Mehr als zu jeder anderen Zeit des Jahres bewegen manche von uns tiefgründige Fragen: Warum läuft das Leben nicht so, wie ich mir das vorgestellt habe? Warum ist ein bestimmter Mensch nicht mehr bei mir? Wieso muss ich einen geliebten Traum aufgeben? Für welche Tat bestraft mich das Universum mit Einsamkeit? Einsamkeit, die viele von uns nicht nur an den bevorstehenden Feiertagen durchleiden, sondern in sich drin an jedem Tag fühlen.

Ich glaube, dass es einfach keine Antworten auf Fragen nach dem „Warum?“ gibt. Manchmal sind die Dinge so wie sie sind. Punkt.

Wenn wir ehrlich sind, müssen wir zugeben, dass wir die Geschenke, die das Leben für jeden von uns bereithält, höchst selten hinterfragen. Je nach eigenen Möglichkeiten können wir sie annehmen oder eben nicht. Keiner würde auf die Idee kommen, sich zu fragen, warum das Leben es gerade gut mit ihm meint. Doch wenn es uns schlecht geht, kommen wir sehr gerne auf diese Frage zurück…

Auch ich kenne Tage, da stehe ich vor einem Abgrund. Ich finde mich mittendrin wieder und habe nicht die Kraft, mein zersplittertes Ich einzusammeln und mich auf den mühsamen Weg nach oben zu machen. Weil mir die Hand fehlt, die mich aus dem Sumpf zieht, oder das aufmunternde Wort eines anderen Menschen. Momente, an denen ich schwer an der Weisheit des Universums zweifle und ernsthaft überlege, ihm die Freundschaft zu kündigen. Und während ich so in meinem Loch aus Kälte und Dunkelheit hocke, kommt mir irgendwann der Gedanke, dass nicht das Universum, sondern ich selber mein Leben gestalte. Nach meinen Möglichkeiten. Mit meinen Farben. Es ist allein meine Entscheidung, ob ich mein Herz öffne. Trotz allem, oder gerade weil.

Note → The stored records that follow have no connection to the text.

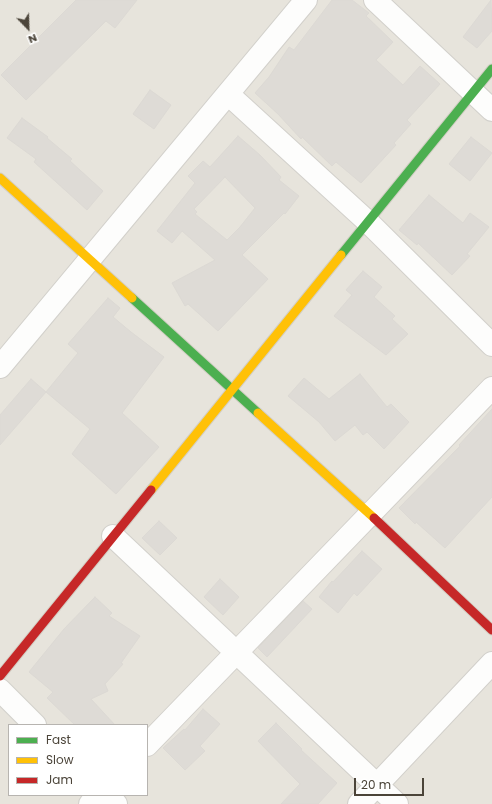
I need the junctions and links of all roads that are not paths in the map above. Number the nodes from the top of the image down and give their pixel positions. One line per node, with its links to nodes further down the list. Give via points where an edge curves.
1 (306, 0): 5 (street)
2 (376, 0): 4 (street)
3 (492, 69): 4 (street)
4 (473, 93): 6 (street); 8 (street)
5 (228, 94): 8 (street); 9 (street)
6 (492, 110)
7 (0, 178): 9 (street)
8 (368, 222): 10 (street); 13 (street)
9 (89, 260): 11 (street); 13 (street)
10 (492, 345)
11 (0, 367)
12 (492, 388): 14 (street)
13 (232, 390): 14 (street); 15 (street)
14 (370, 515): 16 (street); 17 (street)
15 (113, 536): 17 (street); 19 (street)
16 (492, 630)
17 (237, 652): 22 (street); 23 (street)
18 (492, 663): 23 (street)
19 (0, 676)
20 (0, 690): 21 (street)
21 (35, 724)
22 (148, 744)
23 (377, 785): 28 (street); 29 (street)
24 (97, 796): 26 (street)
25 (108, 796): 27 (street)
26 (90, 804)
27 (116, 804)
28 (359, 804)
29 (397, 804)

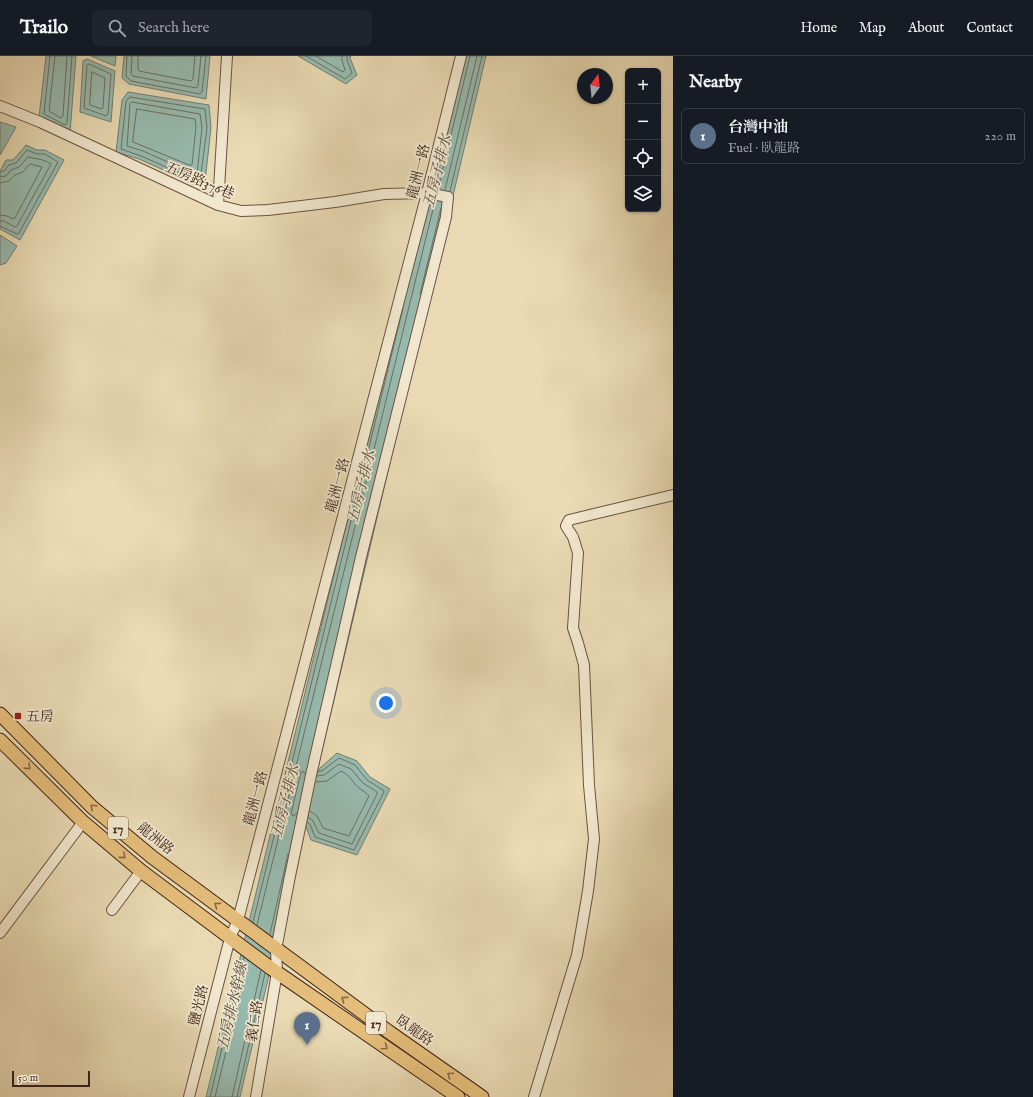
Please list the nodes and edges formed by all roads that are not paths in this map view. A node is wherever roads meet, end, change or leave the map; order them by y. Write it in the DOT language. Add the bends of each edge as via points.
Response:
graph roads {
  1 [pos="227,56"];
  2 [pos="460,56"];
  3 [pos="0,106"];
  4 [pos="432,194"];
  5 [pos="448,197"];
  6 [pos="218,205"];
  7 [pos="673,496"];
  8 [pos="0,714"];
  9 [pos="0,740"];
  10 [pos="84,822"];
  11 [pos="141,871"];
  12 [pos="112,910"];
  13 [pos="243,924"];
  14 [pos="0,933"];
  15 [pos="230,938"];
  16 [pos="274,948"];
  17 [pos="274,971"];
  18 [pos="189,1097"];
  19 [pos="256,1097"];
  20 [pos="458,1097"];
  21 [pos="482,1097"];
  22 [pos="534,1097"];
  1 -- 6 [label="street"];
  2 -- 4 [label="street, 龍洲一路"];
  3 -- 6 [label="street, 五房路376巷"];
  4 -- 5 [label="street, 五房路376巷"];
  4 -- 6 [label="street, 五房路376巷" via="384,194 241,211"];
  4 -- 13 [label="street, 龍洲一路"];
  5 -- 16 [label="street, 義仁路" via="446,217 361,558"];
  7 -- 22 [label="street" via="569,520 566,526 578,553 573,628 584,665 594,839 577,955"];
  13 -- 8 [label="main road, 龍洲路 / 17, one-way" via="152,857 92,807"];
  9 -- 10 [label="main road, 17, one-way"];
  10 -- 11 [label="main road, 17, one-way"];
  10 -- 14 [label="street"];
  11 -- 12 [label="street"];
  11 -- 15 [label="main road, 17"];
  13 -- 15 [label="street, 鹽光路"];
  13 -- 16 [label="main road, 17"];
  15 -- 17 [label="main road, 17"];
  15 -- 18 [label="street, 鹽光路"];
  16 -- 17 [label="street, 義仁路"];
  21 -- 16 [label="main road, 臥龍路 / 17, one-way"];
  17 -- 19 [label="street, 義仁路"];
  17 -- 20 [label="main road, 17, one-way"];
}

Es liegt an jedem von uns, an eigenen Glaubenssätzen zu arbeiten… Nichts liegt mir ferner, als das an dieser Stelle vorgefertigte Sprüchlein der Marke „Geh wohin dein Herz dich führt“, zu zitieren… Dieser funktioniert leider nur, wenn sicher ist, dass das Ziel für besagtes Herzchen auch erreichbar ist. Die Wirklichkeit zeigt nämlich, dass das ersehnte Ziel nicht selten hinter dicken Mauern am anderen Ende einer Sackgasse verschanzt ist. Mauern, die schlimme Schrammen am eigenen Seelchen verursachen, aber dennoch unüberwindbar bleiben.

Vielmehr geht es um Glaubenssätze wie „Ich kann das nicht.“ oder „Ich habe Angst.“ Wer es schafft, diese Glaubenssätze umzuwandeln in „Ich hab eine Scheißangst, aber ich kann das trotzdem…“, der wird vielleicht erstaunt sein, welche Türen sich öffnen, welche Leitern plötzlich an den Mauern unseres eigenen Abgrundes lehnen und mit welcher Kraft es uns möglich ist, den grauen Sumpf zu verlassen.